Aim of the exercise:
Reproduce all of the entries below exactly, without a single change.

Supplied material:
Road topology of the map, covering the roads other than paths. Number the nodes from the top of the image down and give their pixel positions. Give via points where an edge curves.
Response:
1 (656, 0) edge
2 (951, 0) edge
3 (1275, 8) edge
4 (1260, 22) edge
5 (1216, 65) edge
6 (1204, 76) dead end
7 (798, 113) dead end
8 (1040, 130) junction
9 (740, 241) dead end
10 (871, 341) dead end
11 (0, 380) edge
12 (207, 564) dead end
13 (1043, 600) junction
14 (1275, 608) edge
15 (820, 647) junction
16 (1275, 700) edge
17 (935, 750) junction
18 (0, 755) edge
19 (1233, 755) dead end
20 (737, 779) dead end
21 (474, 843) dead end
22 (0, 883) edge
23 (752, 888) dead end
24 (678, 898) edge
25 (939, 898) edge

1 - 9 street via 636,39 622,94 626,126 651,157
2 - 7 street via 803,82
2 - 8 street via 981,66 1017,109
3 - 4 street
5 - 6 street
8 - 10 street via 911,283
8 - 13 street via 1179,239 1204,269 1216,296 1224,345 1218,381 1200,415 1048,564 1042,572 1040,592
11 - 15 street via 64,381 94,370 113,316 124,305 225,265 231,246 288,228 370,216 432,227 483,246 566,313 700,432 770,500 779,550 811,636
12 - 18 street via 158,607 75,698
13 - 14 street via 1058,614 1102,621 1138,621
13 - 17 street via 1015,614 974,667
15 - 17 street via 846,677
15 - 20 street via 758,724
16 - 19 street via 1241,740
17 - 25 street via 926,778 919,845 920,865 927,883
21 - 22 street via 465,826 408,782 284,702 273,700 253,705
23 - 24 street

Answer area:
Road topology of the map, covering the roads other than paths. Number the nodes from the top of the image down and give their pixel positions. Give via points where an edge curves.
Response:
1 (656, 0) edge
2 (951, 0) edge
3 (1275, 8) edge
4 (1260, 22) edge
5 (1216, 65) edge
6 (1204, 76) dead end
7 (798, 113) dead end
8 (1040, 130) junction
9 (740, 241) dead end
10 (871, 341) dead end
11 (0, 380) edge
12 (207, 564) dead end
13 (1043, 600) junction
14 (1275, 608) edge
15 (820, 647) junction
16 (1275, 700) edge
17 (935, 750) junction
18 (0, 755) edge
19 (1233, 755) dead end
20 (737, 779) dead end
21 (474, 843) dead end
22 (0, 883) edge
23 (752, 888) dead end
24 (678, 898) edge
25 (939, 898) edge

1 - 9 street via 636,39 622,94 626,126 651,157
2 - 7 street via 803,82
2 - 8 street via 981,66 1017,109
3 - 4 street
5 - 6 street
8 - 10 street via 911,283
8 - 13 street via 1179,239 1204,269 1216,296 1224,345 1218,381 1200,415 1048,564 1042,572 1040,592
11 - 15 street via 64,381 94,370 113,316 124,305 225,265 231,246 288,228 370,216 432,227 483,246 566,313 700,432 770,500 779,550 811,636
12 - 18 street via 158,607 75,698
13 - 14 street via 1058,614 1102,621 1138,621
13 - 17 street via 1015,614 974,667
15 - 17 street via 846,677
15 - 20 street via 758,724
16 - 19 street via 1241,740
17 - 25 street via 926,778 919,845 920,865 927,883
21 - 22 street via 465,826 408,782 284,702 273,700 253,705
23 - 24 street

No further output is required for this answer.